Students turn out for mascot announcement

    Hundreds of students, alumni and other members of the College of William and Mary community came to Kaplan Arena at William and Mary Hall Tuesday to see the unveiling of the College’s new mascot, the griffin.

    The short ceremony featured outgoing Student Assembly President Sarah Rojas ’10 and Tribal Fever founder Chase Hathaway as emcees, as well as Vice President for Student Affairs Ginger Ambler ’88 Ph.D ’06 and Athletics Director Terry Driscoll.

    Rojas began the event with a subtle jab at one of the less popular mascot finalists.

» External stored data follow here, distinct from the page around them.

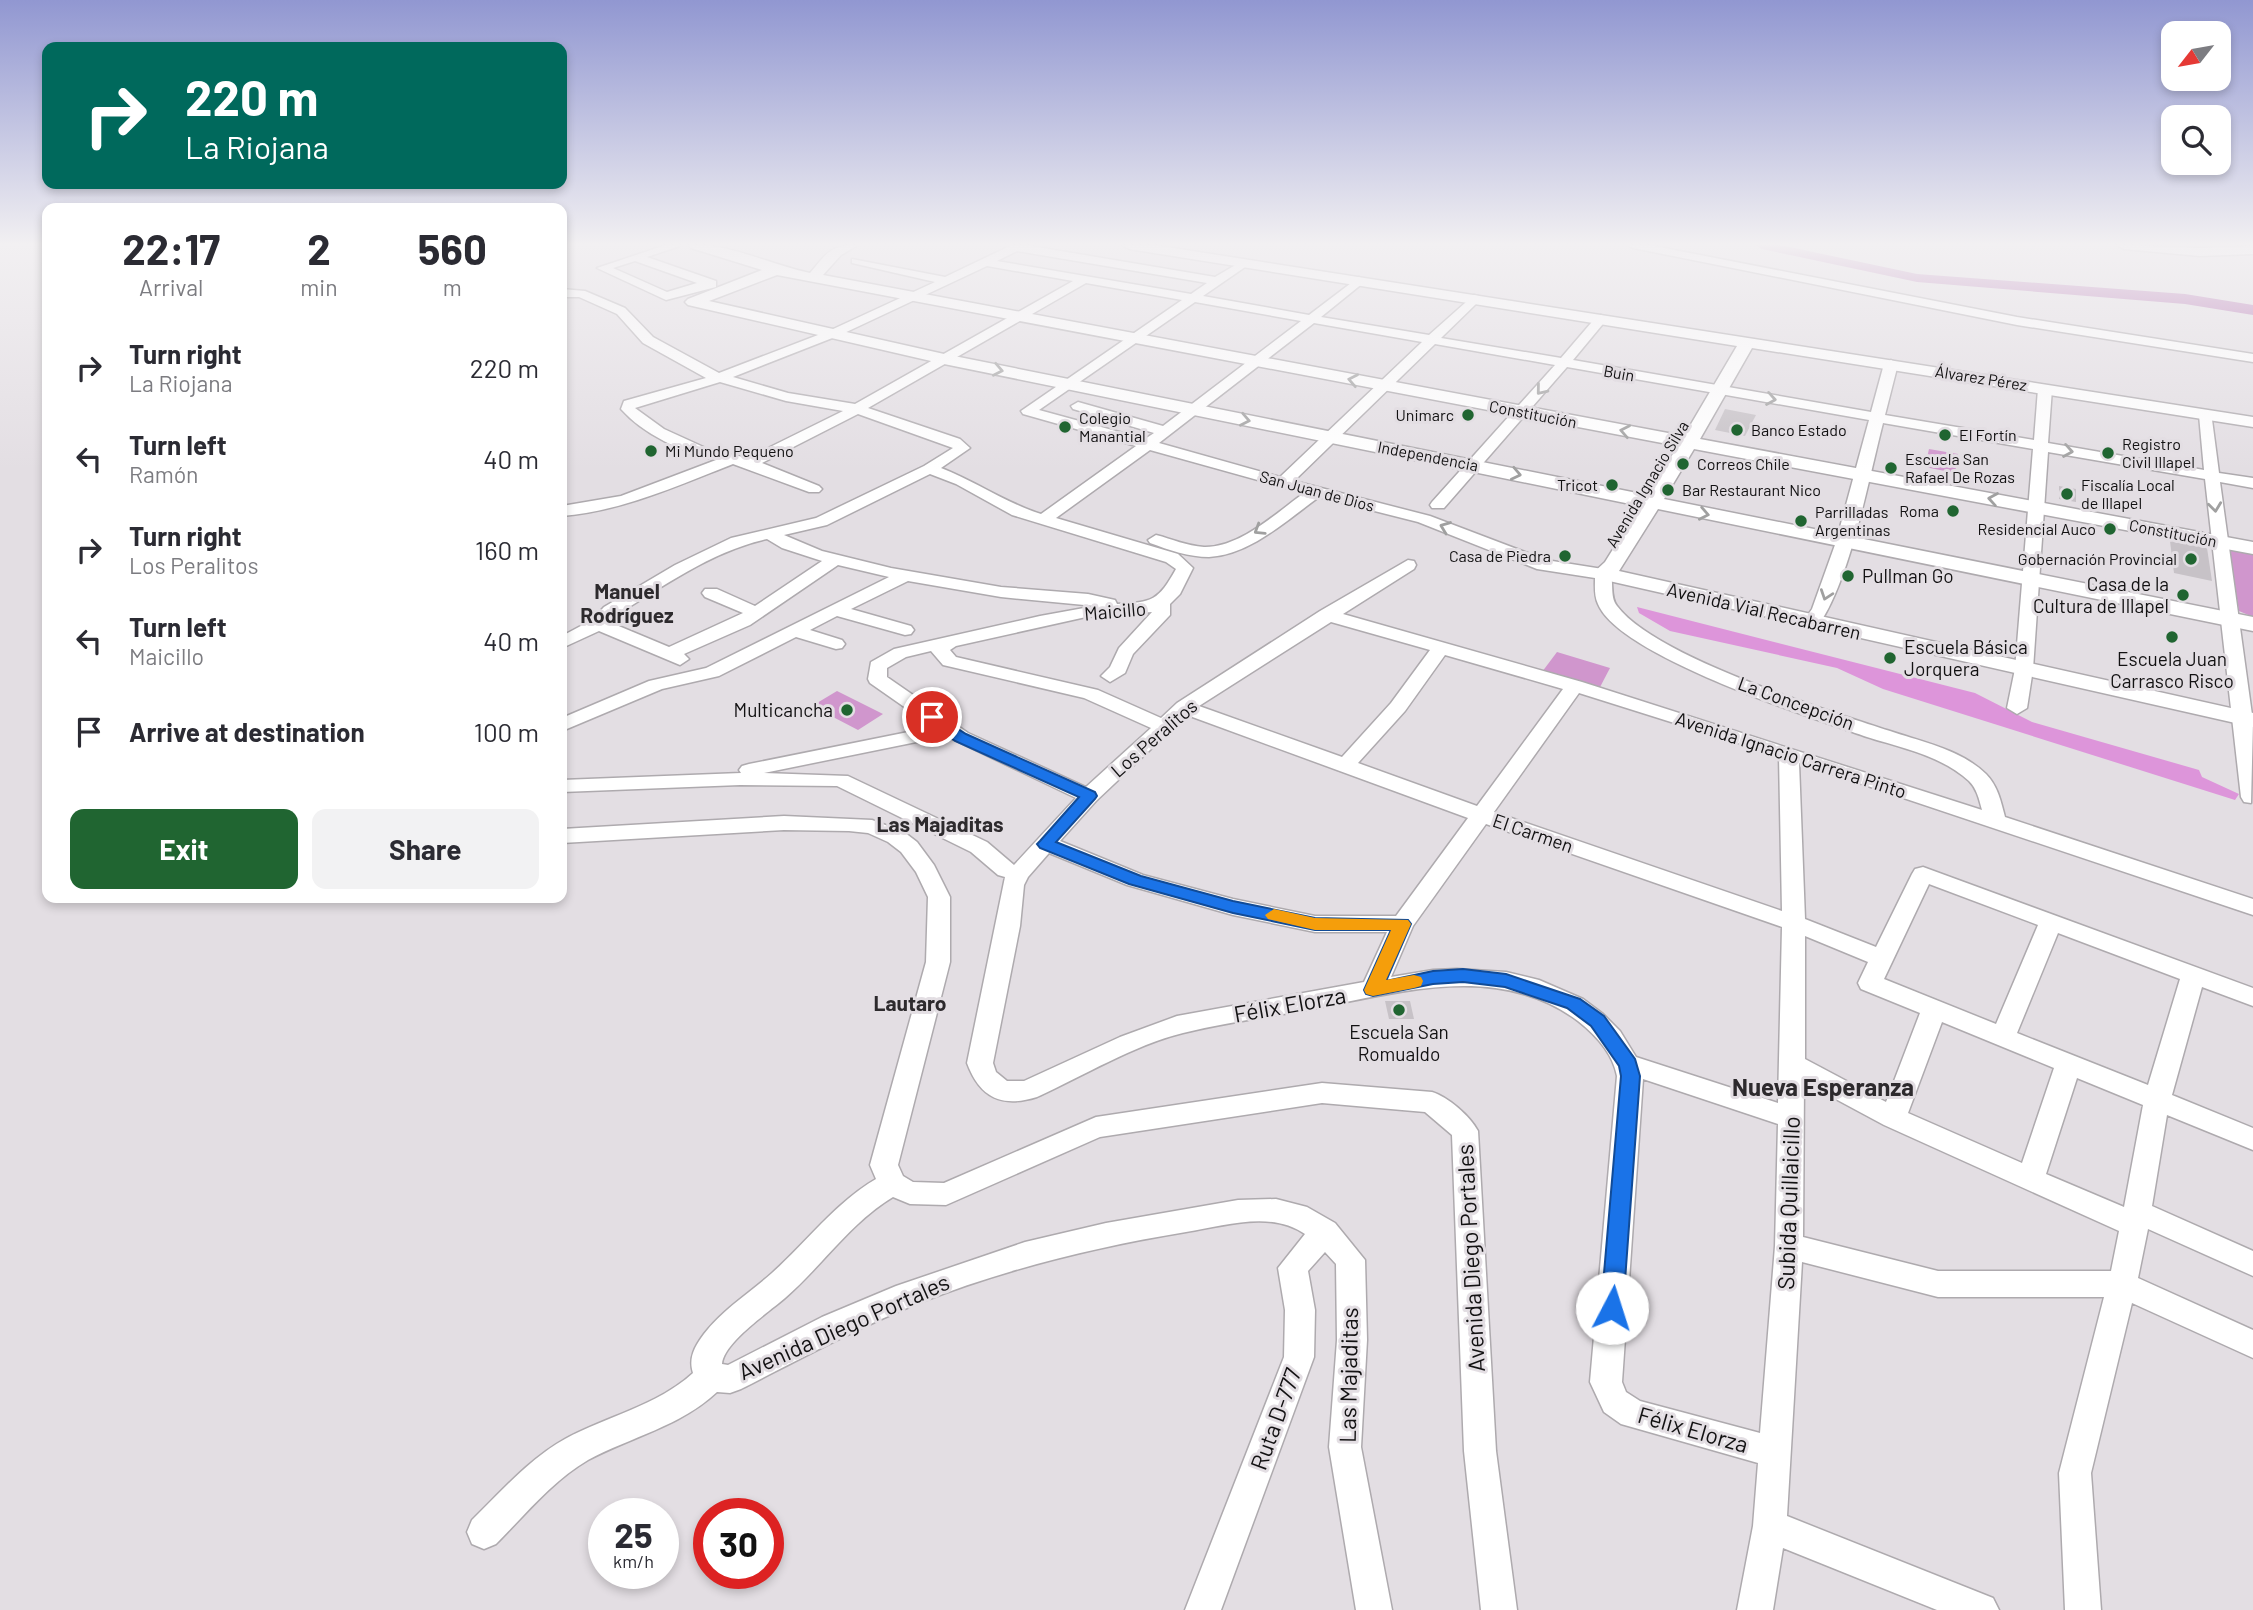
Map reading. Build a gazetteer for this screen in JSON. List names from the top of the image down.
{
  "streets": {
    "main road": [
      "Álvarez Pérez",
      "Constitución",
      "Independencia",
      "Avenida Ignacio Silva",
      "Avenida Vial Recabarren"
    ],
    "street": [
      "Buin",
      "San Juan de Dios",
      "Maicillo",
      "La Concepción",
      "Los Peralitos",
      "Avenida Ignacio Carrera Pinto",
      "El Carmen",
      "Félix Elorza",
      "Subida Quillaicillo",
      "Avenida Diego Portales",
      "Las Majaditas",
      "Ruta D-777"
    ]
  },
  "crossings": [
    ["Buin", "Avenida Ignacio Silva"],
    ["Álvarez Pérez", "Avenida Ignacio Silva"],
    ["Constitución", "Avenida Ignacio Silva"],
    ["Independencia", "Avenida Ignacio Silva"],
    ["Independencia", "San Juan de Dios"],
    ["Avenida Ignacio Silva", "San Juan de Dios"],
    ["Avenida Ignacio Silva", "Avenida Vial Recabarren"],
    ["Avenida Ignacio Silva", "La Concepción"],
    ["San Juan de Dios", "Avenida Vial Recabarren"],
    ["San Juan de Dios", "La Concepción"],
    ["Maicillo", "Los Peralitos"],
    ["Avenida Vial Recabarren", "La Concepción"],
    ["La Concepción", "Avenida Ignacio Carrera Pinto"],
    ["Los Peralitos", "Avenida Ignacio Carrera Pinto"],
    ["Los Peralitos", "El Carmen"],
    ["Los Peralitos", "Félix Elorza"],
    ["Avenida Ignacio Carrera Pinto", "Subida Quillaicillo"],
    ["El Carmen", "Subida Quillaicillo"],
    ["Félix Elorza", "Subida Quillaicillo"],
    ["Avenida Diego Portales", "Las Majaditas"],
    ["Avenida Diego Portales", "Ruta D-777"],
    ["Las Majaditas", "Ruta D-777"]
  ],
  "one_way": ["Constitución", "Independencia", "San Juan de Dios"],
  "districts": [
    "Manuel Rodríguez",
    "Las Majaditas",
    "Lautaro",
    "Nueva Esperanza"
  ],
  "places": [
    "Unimarc",
    "Colegio Manantial",
    "Banco Estado",
    "El Fortín",
    "Mi Mundo Pequeno",
    "Registro Civil Illapel",
    "Correos Chile",
    "Escuela San Rafael De Rozas",
    "Tricot",
    "Bar Restaurant Nico",
    "Fiscalía Local de Illapel",
    "Roma",
    "Parrilladas Argentinas",
    "Residencial Auco",
    "Casa de Piedra",
    "Gobernación Provincial",
    "Pullman Go",
    "Casa de la Cultura de Illapel",
    "Escuela Juan Carrasco Risco",
    "Escuela Básica Jorquera",
    "Multicancha",
    "Escuela San Romualdo"
  ],
  "north": "bottom left",
  "page": {
    "turn": ["220 m", "La Riojana"],
    "eta": [
      "22:17",
      "Arrival",
      "2",
      "min",
      "560",
      "m"
    ],
    "list": [
      {
        "name": "Turn right",
        "note": "La Riojana",
        "value": "220 m"
      },
      {
        "name": "Turn left",
        "note": "Ramón",
        "value": "40 m"
      },
      {
        "name": "Turn right",
        "note": "Los Peralitos",
        "value": "160 m"
      },
      {
        "name": "Turn left",
        "note": "Maicillo",
        "value": "40 m"
      },
      {
        "name": "Arrive at destination",
        "value": "100 m"
      }
    ],
    "buttons": ["Exit", "Share"],
    "speed": "25 km/h",
    "limit": "30"
  }
}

    “I’m excited to tell you all that our new mascot is the pug — I’m just kidding,” she said.

    Hathaway then continued to build the anticipation for the long-awaited unveiling.

    “This is the moment you’ve all been waiting for for months and months, or years and years,” he said. “In just a few seconds, our school will no longer not have a mascot.”

    Hathaway said that, although the new mascot would hopefully be a part of the College’s identity well into the future, the Tribe moniker would not change.

    “We’re still the Tribe, right?” Hathaway said. “Just because we have a cute mascot or mascots, we’re still the Tribe.”

    According to Hathaway, the new mascot will help continue the apparent rise in school spirit, as evidenced by increased turnout at athletic events, the football team’s appearance in the Football Championship Subdivision semi-final game and the men’s basketball team’s selection for the National Invitation Tournament.

    “There’s been so much school pride this year, and we’re so excited to keep it going,” Hathaway said.

    Both Hathaway and Driscoll said that student and community input were taken into consideration before the Mascot Committee’s final decision on the griffin. According to Driscoll, more than 800 people submitted mascot ideas, and many were very unique. The committee received over 22,000 comments on the five mascot finalists, and more than 11,000 people completed the finalist survey.

    Following Driscoll’s remarks, Ambler introduced a video on the mascot selection process starring College President Taylor Reveley. Reveley, who could not attend due to a prior commitment in Washington, D.C., looked to a bust of Thomas Jefferson for guidance on the selection.

    “The time has come to make a final decision on this matter of the mascot,” Reveley said. “Get me the griffin.”

    Upon conclusion of the video, the College’s new green and gold griffin mascot made its first public appearance in the arena.

    While each of the five mascot finalists received criticism from some members of the College community, the mascot’s entrance was greeted by applause and cheers from the audience.

    “I didn’t really have a preference of the five finalists, but I thought the griffin was a good choice,” Samantha Rumsey ’10 said.

    Hillary Nebhut ’10 said that she preferred the griffin from the original release of the five finalists.

    “I really wanted the griffin,” she said.

    Ambler said that she was pleased with the reception of the new mascot.

    “I think this is a great day,” she said. “It was a warm welcome from the Tribe faithful.”